··· EXTRACTED DATA ···

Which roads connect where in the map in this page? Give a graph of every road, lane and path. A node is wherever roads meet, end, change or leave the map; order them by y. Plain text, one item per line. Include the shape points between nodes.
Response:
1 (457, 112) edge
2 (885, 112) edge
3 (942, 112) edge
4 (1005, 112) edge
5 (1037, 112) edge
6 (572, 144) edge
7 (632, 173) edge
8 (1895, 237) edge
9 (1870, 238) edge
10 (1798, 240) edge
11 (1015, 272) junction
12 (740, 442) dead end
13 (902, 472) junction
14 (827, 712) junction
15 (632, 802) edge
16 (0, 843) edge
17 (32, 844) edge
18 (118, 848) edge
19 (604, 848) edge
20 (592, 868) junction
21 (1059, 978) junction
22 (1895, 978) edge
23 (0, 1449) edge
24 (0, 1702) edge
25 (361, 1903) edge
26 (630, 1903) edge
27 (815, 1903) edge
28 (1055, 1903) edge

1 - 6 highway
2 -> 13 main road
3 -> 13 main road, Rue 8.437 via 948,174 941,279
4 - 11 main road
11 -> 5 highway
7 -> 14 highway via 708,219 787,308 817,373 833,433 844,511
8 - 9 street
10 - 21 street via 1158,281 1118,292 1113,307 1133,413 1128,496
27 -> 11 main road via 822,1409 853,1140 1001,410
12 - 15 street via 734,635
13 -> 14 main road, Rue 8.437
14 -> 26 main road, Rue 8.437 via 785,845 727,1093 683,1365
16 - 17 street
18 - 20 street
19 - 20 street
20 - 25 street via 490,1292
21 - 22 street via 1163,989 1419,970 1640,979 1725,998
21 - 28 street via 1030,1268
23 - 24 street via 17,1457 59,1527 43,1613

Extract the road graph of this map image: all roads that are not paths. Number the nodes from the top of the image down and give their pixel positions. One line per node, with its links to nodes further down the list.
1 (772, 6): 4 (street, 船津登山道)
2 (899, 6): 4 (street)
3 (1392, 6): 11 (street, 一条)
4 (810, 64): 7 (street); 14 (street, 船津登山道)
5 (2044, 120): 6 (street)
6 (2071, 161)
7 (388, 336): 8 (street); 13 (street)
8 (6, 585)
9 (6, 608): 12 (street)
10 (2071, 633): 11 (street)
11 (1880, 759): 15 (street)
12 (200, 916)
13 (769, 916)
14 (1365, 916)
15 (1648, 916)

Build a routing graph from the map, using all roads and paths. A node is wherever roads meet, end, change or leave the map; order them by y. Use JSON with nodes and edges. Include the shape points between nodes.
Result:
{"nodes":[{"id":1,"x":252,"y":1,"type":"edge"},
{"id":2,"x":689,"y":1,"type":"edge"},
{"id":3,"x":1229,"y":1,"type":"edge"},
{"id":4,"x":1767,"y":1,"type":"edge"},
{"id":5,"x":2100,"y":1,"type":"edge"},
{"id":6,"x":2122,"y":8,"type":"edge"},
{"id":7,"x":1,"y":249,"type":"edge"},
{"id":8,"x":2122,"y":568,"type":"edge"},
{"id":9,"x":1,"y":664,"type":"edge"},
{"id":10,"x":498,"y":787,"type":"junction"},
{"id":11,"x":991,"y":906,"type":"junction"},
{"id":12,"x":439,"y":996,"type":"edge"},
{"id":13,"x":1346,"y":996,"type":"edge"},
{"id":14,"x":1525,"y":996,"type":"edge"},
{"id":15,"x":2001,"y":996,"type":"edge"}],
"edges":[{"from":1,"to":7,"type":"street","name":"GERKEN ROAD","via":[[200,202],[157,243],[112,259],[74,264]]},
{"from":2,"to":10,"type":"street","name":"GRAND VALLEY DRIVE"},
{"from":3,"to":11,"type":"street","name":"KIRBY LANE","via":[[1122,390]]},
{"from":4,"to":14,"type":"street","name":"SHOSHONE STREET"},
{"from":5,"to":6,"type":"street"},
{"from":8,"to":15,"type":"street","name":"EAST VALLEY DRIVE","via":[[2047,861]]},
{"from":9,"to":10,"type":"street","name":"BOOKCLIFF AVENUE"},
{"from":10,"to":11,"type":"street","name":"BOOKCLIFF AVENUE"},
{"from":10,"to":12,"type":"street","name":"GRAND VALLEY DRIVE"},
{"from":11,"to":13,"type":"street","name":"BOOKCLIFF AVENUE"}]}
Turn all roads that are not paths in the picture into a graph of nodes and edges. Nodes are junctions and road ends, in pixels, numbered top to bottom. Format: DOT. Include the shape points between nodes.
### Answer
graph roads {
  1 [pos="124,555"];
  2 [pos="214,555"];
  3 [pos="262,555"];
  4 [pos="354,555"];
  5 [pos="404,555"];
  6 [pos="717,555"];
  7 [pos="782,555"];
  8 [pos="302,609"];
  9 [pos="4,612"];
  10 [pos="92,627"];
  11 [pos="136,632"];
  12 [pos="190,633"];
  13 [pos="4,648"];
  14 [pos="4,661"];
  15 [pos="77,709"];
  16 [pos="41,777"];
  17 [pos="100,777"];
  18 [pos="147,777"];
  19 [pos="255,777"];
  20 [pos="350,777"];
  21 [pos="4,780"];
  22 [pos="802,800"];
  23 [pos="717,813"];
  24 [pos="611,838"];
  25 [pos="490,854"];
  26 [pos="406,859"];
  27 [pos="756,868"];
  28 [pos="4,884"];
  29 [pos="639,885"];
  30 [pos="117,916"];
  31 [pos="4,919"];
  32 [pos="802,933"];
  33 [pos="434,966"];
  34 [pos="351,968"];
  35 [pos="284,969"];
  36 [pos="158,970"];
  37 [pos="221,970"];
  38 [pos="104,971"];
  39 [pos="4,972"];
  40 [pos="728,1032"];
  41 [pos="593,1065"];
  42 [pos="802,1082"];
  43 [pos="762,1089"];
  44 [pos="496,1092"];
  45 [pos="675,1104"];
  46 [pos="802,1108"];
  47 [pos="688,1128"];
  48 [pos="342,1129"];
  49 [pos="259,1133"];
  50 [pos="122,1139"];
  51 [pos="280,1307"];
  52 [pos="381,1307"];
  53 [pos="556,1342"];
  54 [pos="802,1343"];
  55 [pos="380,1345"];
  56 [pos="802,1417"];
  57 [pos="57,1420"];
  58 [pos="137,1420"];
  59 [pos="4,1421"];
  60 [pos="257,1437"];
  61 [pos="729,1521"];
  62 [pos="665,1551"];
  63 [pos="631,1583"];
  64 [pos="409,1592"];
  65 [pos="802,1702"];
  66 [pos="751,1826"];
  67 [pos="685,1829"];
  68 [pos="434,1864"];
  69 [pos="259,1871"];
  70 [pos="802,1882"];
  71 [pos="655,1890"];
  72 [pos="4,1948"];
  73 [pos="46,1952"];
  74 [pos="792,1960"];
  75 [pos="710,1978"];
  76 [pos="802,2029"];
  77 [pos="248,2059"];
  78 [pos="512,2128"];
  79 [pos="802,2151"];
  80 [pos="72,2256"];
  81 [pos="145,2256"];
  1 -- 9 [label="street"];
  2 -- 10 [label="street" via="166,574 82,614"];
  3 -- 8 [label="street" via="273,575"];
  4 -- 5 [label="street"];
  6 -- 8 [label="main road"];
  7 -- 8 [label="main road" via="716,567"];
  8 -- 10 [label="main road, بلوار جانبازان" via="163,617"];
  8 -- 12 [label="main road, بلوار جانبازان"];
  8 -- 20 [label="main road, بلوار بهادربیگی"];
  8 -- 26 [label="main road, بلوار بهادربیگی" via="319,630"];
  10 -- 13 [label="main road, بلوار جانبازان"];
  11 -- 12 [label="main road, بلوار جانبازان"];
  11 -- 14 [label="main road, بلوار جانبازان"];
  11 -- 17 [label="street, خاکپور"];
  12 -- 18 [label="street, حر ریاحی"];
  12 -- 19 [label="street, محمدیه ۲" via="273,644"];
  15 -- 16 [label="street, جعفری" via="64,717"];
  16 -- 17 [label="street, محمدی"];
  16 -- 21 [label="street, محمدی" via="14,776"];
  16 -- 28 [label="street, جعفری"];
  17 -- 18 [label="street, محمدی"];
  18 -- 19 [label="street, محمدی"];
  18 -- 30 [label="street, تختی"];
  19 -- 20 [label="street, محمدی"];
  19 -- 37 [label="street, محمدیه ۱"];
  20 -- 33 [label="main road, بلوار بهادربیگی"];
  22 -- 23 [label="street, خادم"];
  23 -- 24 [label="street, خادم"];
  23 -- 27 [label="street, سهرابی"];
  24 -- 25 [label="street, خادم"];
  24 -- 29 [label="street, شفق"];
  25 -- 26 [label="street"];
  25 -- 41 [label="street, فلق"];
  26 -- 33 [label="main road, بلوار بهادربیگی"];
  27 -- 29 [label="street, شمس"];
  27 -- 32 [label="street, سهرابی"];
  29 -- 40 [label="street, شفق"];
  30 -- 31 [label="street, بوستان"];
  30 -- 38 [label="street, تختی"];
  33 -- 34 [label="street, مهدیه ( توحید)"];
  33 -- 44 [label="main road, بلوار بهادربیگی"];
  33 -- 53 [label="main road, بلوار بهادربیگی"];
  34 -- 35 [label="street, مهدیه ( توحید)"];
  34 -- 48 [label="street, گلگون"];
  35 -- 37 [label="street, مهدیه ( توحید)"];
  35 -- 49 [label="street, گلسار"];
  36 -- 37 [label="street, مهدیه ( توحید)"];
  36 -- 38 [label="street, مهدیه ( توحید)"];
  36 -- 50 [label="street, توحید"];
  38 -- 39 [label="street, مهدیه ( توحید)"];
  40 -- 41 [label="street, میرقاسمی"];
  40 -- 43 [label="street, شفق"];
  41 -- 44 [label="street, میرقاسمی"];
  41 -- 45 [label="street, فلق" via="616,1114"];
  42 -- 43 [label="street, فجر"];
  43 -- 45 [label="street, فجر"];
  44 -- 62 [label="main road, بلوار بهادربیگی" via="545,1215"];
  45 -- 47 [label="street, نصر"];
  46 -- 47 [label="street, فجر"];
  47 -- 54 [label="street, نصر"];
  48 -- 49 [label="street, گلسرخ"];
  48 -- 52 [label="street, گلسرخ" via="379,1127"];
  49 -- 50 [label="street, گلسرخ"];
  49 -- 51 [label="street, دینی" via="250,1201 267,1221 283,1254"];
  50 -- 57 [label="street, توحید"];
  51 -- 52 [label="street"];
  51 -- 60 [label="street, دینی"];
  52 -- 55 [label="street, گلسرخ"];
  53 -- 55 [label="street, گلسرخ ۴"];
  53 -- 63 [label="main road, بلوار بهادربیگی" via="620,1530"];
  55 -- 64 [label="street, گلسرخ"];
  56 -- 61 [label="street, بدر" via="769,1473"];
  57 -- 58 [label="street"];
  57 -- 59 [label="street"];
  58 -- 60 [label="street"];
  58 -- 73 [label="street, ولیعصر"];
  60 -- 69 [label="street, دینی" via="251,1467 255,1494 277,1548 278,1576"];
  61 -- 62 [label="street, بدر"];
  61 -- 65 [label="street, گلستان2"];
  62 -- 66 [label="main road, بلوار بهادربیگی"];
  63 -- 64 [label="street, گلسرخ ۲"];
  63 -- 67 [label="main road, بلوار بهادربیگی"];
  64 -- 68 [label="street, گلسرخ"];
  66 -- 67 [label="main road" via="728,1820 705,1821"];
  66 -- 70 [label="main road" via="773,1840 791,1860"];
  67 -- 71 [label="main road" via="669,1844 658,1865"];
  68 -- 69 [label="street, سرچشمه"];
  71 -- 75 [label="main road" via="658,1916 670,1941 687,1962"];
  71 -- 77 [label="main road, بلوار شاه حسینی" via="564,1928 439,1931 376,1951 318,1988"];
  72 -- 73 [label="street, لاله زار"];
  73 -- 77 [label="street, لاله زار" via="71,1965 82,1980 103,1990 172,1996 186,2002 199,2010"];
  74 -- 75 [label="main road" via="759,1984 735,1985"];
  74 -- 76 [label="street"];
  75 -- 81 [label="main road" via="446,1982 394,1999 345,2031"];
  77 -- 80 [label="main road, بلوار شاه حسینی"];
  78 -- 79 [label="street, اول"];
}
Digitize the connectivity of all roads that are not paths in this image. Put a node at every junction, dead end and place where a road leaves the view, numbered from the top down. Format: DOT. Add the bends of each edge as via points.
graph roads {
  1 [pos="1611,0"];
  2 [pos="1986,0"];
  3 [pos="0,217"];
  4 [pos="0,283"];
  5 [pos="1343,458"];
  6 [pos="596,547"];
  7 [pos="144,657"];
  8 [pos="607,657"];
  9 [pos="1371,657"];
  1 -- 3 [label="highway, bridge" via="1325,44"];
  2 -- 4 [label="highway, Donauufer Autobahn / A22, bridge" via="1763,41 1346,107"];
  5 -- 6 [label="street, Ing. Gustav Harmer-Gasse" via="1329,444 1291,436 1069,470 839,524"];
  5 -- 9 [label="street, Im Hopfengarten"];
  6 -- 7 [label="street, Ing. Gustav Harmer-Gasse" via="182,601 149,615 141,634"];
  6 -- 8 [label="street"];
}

···

BRIEF:
Write down again, exactly as given, only the lines above that fall from the line with "Build a routing" to the line with "Turn all roads", inclusive.

YOUR RESPONSE:
Build a routing graph from the map, using all roads and paths. A node is wherever roads meet, end, change or leave the map; order them by y. Use JSON with nodes and edges. Include the shape points between nodes.
Result:
{"nodes":[{"id":1,"x":252,"y":1,"type":"edge"},
{"id":2,"x":689,"y":1,"type":"edge"},
{"id":3,"x":1229,"y":1,"type":"edge"},
{"id":4,"x":1767,"y":1,"type":"edge"},
{"id":5,"x":2100,"y":1,"type":"edge"},
{"id":6,"x":2122,"y":8,"type":"edge"},
{"id":7,"x":1,"y":249,"type":"edge"},
{"id":8,"x":2122,"y":568,"type":"edge"},
{"id":9,"x":1,"y":664,"type":"edge"},
{"id":10,"x":498,"y":787,"type":"junction"},
{"id":11,"x":991,"y":906,"type":"junction"},
{"id":12,"x":439,"y":996,"type":"edge"},
{"id":13,"x":1346,"y":996,"type":"edge"},
{"id":14,"x":1525,"y":996,"type":"edge"},
{"id":15,"x":2001,"y":996,"type":"edge"}],
"edges":[{"from":1,"to":7,"type":"street","name":"GERKEN ROAD","via":[[200,202],[157,243],[112,259],[74,264]]},
{"from":2,"to":10,"type":"street","name":"GRAND VALLEY DRIVE"},
{"from":3,"to":11,"type":"street","name":"KIRBY LANE","via":[[1122,390]]},
{"from":4,"to":14,"type":"street","name":"SHOSHONE STREET"},
{"from":5,"to":6,"type":"street"},
{"from":8,"to":15,"type":"street","name":"EAST VALLEY DRIVE","via":[[2047,861]]},
{"from":9,"to":10,"type":"street","name":"BOOKCLIFF AVENUE"},
{"from":10,"to":11,"type":"street","name":"BOOKCLIFF AVENUE"},
{"from":10,"to":12,"type":"street","name":"GRAND VALLEY DRIVE"},
{"from":11,"to":13,"type":"street","name":"BOOKCLIFF AVENUE"}]}
Turn all roads that are not paths in the picture into a graph of nodes and edges. Nodes are junctions and road ends, in pixels, numbered top to bottom. Format: DOT. Include the shape points between nodes.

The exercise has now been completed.